Despite a rough couple of years, Intel isn't a struggling company by any means. While AMD has gained ground in a market that Intel once dominated, Nathan Brookwood, an analyst with Insight 64, points out that overall growth of the x86 market has let Intel increase sales and remain the world's largest semiconductor manufacturer. And Woodcrest will make Intel much more competitive with AMD. But it's unlikely to make computer makers return to the good old days when they exclusively offered machines based on Intel chips.

Intel already has missed the boat with some customers.

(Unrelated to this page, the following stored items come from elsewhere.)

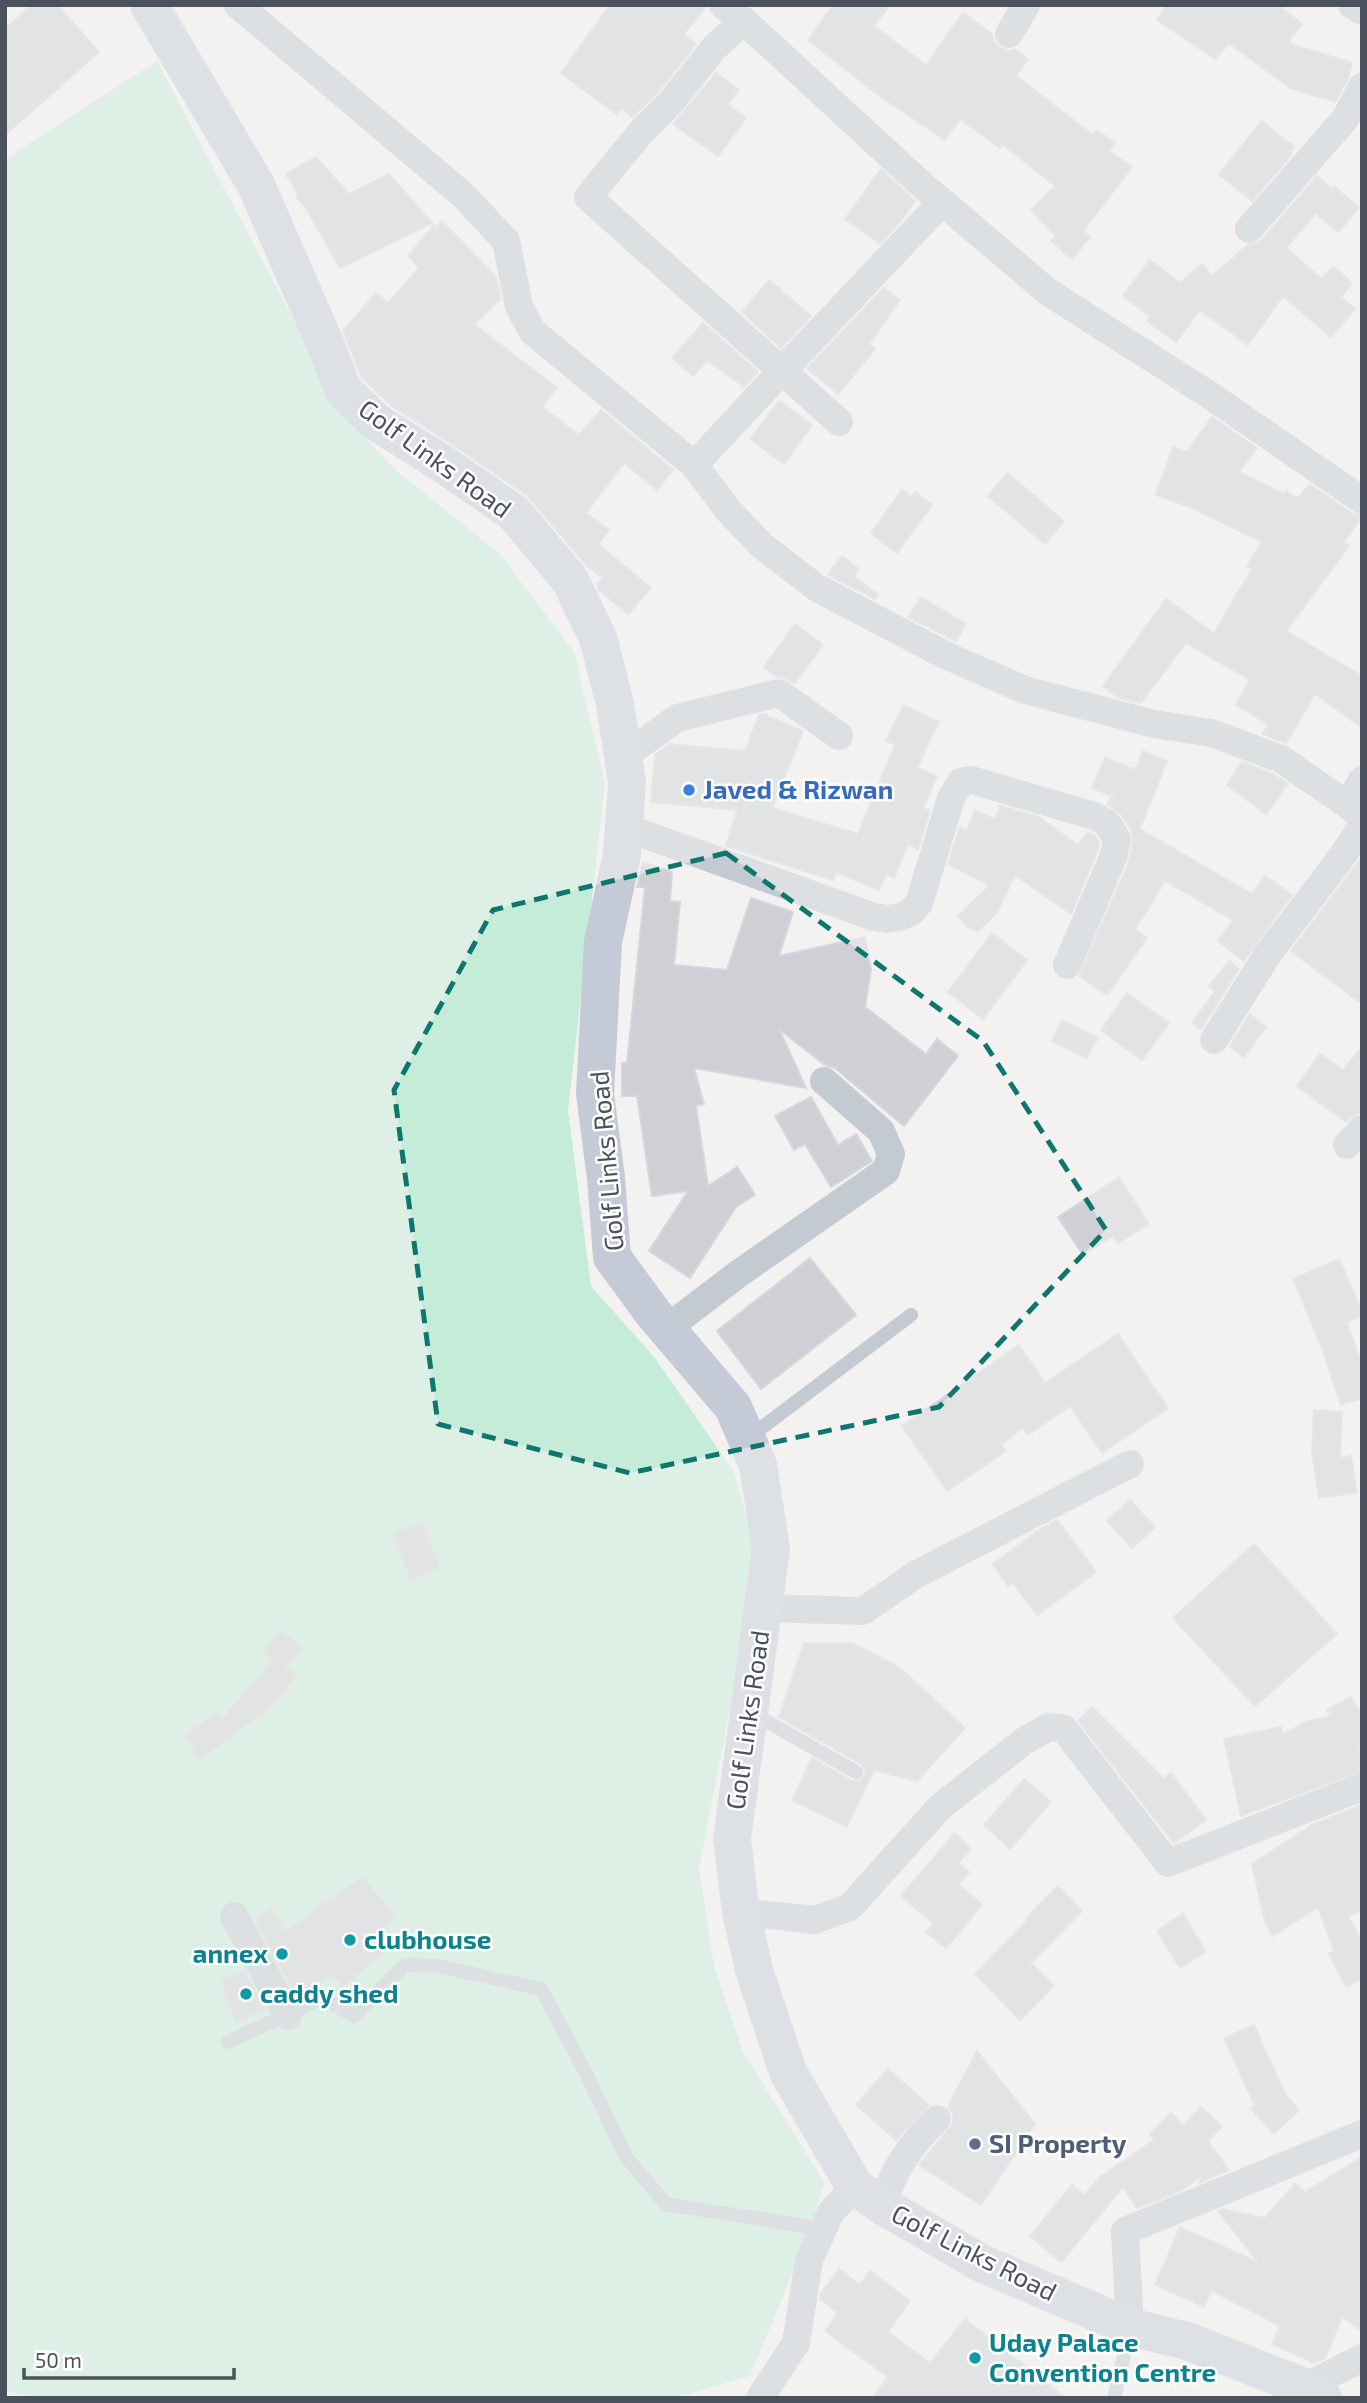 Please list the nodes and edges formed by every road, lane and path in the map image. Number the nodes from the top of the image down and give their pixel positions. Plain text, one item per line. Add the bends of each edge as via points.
1 (149, 5) edge
2 (238, 5) edge
3 (1026, 5) edge
4 (734, 13) edge
5 (1009, 34) dead end
6 (1362, 87) edge
7 (942, 202) junction
8 (1249, 229) dead end
9 (782, 371) junction
10 (839, 422) dead end
11 (694, 464) junction
12 (1362, 500) edge
13 (839, 736) dead end
14 (623, 757) junction
15 (1362, 780) edge
16 (1357, 816) edge
17 (624, 827) junction
18 (1067, 964) dead end
19 (1214, 1040) dead end
20 (824, 1081) dead end
21 (911, 1315) dead end
22 (666, 1329) junction
23 (746, 1438) junction
24 (1130, 1464) dead end
25 (764, 1608) junction
26 (749, 1712) junction
27 (856, 1772) dead end
28 (1362, 1787) edge
29 (741, 1912) junction
30 (234, 1916) dead end
31 (288, 2016) junction
32 (228, 2042) dead end
33 (937, 2119) dead end
34 (1362, 2134) edge
35 (869, 2197) junction
36 (824, 2229) junction
37 (1130, 2328) junction
38 (1362, 2358) edge
39 (1313, 2393) edge
40 (760, 2398) edge
41 (1114, 2398) edge

1 - 14 street, Golf Links Road via 256,185 343,390 376,422 514,513 570,580 598,638
2 - 11 street via 464,196 506,241 519,306 532,331
3 - 5 street
4 - 7 street
4 - 9 street via 715,47 588,197
6 - 8 street via 1345,119
7 - 9 street
7 - 12 street via 1048,292
9 - 10 street
9 - 11 street
11 - 16 street via 761,545 817,588 921,643 1025,690 1154,724 1211,733 1281,759
13 - 14 street via 779,693 677,718
14 - 17 street, Golf Links Road via 627,782
15 - 16 street
16 - 19 street via 1343,855 1268,954
17 - 18 street via 887,919 911,912 919,903 951,798 961,782 971,780 1085,812 1107,823 1117,839
17 - 22 street, Golf Links Road via 603,942 595,1094 612,1257
20 - 22 street via 881,1131 891,1154 886,1171
21 - 23 lane
22 - 23 street, Golf Links Road via 733,1407
23 - 25 street, Golf Links Road via 758,1465 771,1549
24 - 25 street via 915,1575 863,1611
25 - 26 street, Golf Links Road
26 - 27 lane
26 - 29 street, Golf Links Road via 732,1839
28 - 29 street via 1168,1863 1064,1729 1049,1727 1024,1741 940,1807 849,1907 815,1920
29 - 35 street, Golf Links Road via 754,1970 788,2072
30 - 31 street
31 - 32 lane
31 - 36 lane via 323,1998 354,2016 405,1965 438,1966 541,1989 625,2157 666,2204
33 - 35 street via 917,2138 887,2187
34 - 37 street via 1125,2231
35 - 36 street via 831,2212
35 - 37 street, Golf Links Road via 983,2264
36 - 40 street via 809,2260 796,2343
37 - 39 street, Golf Links Road via 1187,2341
37 - 41 lane
38 - 39 street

CLP Power Hong Kong, a provider of electricity power generation, distribution, and retail services to 2.2 million customers in Hong Kong, switched from Intel to AMD largely because AMD was first to market with a 64-bit x86 implementation and again first to market with dual-core server processors.

"I think Intel got very complacent," says Andre Blumberg, technology and architecture manager for CLP. "Woodcrest looks quite good on paper, and we'll see how that platform performs. But we are not going to do anything based on the flavor of the day."

That may be Intel's biggest challenge. Many customers who never would have considered a computer with anything but an Intel chip inside are using PCs and servers built with AMD processors, and they're happy with the performance, power consumption, and price. Woodcrest will help Intel win some of them back. But Intel will never again be considered the only choice for chips.